- **REQUIRED WORK**
Type the data below again exactly. Omit all pictures.

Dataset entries
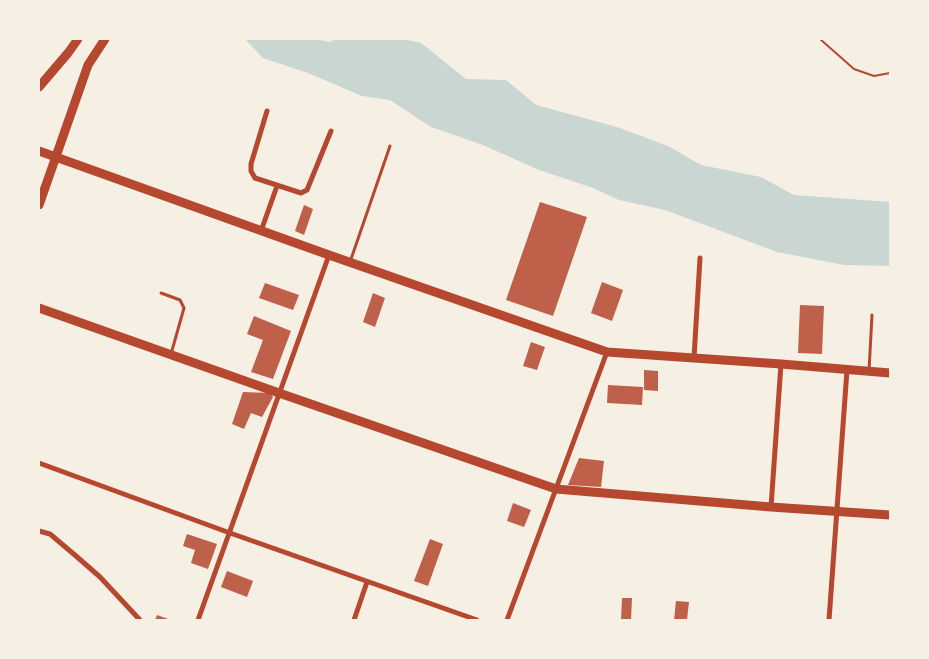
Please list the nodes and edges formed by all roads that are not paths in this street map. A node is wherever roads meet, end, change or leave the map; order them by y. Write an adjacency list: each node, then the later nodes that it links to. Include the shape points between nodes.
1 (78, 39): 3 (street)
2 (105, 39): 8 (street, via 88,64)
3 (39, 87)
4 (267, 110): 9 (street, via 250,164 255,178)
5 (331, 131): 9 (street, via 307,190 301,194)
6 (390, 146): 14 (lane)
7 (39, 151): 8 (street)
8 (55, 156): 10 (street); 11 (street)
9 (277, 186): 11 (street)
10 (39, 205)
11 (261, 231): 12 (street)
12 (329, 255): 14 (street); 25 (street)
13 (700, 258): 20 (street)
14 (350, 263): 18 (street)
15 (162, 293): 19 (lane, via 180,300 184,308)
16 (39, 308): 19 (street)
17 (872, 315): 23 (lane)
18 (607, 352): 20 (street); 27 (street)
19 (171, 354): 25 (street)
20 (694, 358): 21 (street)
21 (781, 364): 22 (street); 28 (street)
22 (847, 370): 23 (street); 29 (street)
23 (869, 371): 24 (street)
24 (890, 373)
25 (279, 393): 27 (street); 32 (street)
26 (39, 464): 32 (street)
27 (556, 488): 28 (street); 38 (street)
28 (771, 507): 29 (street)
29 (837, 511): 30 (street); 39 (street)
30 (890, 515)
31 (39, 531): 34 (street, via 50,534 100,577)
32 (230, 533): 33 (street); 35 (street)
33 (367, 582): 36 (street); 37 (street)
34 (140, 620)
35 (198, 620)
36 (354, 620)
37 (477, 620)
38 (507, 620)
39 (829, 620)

- **COMPLETED EXERCISE**
Please list the nodes and edges formed by all roads that are not paths in this street map. A node is wherever roads meet, end, change or leave the map; order them by y. Write an adjacency list: each node, then the later nodes that it links to. Include the shape points between nodes.
1 (78, 39): 3 (street)
2 (105, 39): 8 (street, via 88,64)
3 (39, 87)
4 (267, 110): 9 (street, via 250,164 255,178)
5 (331, 131): 9 (street, via 307,190 301,194)
6 (390, 146): 14 (lane)
7 (39, 151): 8 (street)
8 (55, 156): 10 (street); 11 (street)
9 (277, 186): 11 (street)
10 (39, 205)
11 (261, 231): 12 (street)
12 (329, 255): 14 (street); 25 (street)
13 (700, 258): 20 (street)
14 (350, 263): 18 (street)
15 (162, 293): 19 (lane, via 180,300 184,308)
16 (39, 308): 19 (street)
17 (872, 315): 23 (lane)
18 (607, 352): 20 (street); 27 (street)
19 (171, 354): 25 (street)
20 (694, 358): 21 (street)
21 (781, 364): 22 (street); 28 (street)
22 (847, 370): 23 (street); 29 (street)
23 (869, 371): 24 (street)
24 (890, 373)
25 (279, 393): 27 (street); 32 (street)
26 (39, 464): 32 (street)
27 (556, 488): 28 (street); 38 (street)
28 (771, 507): 29 (street)
29 (837, 511): 30 (street); 39 (street)
30 (890, 515)
31 (39, 531): 34 (street, via 50,534 100,577)
32 (230, 533): 33 (street); 35 (street)
33 (367, 582): 36 (street); 37 (street)
34 (140, 620)
35 (198, 620)
36 (354, 620)
37 (477, 620)
38 (507, 620)
39 (829, 620)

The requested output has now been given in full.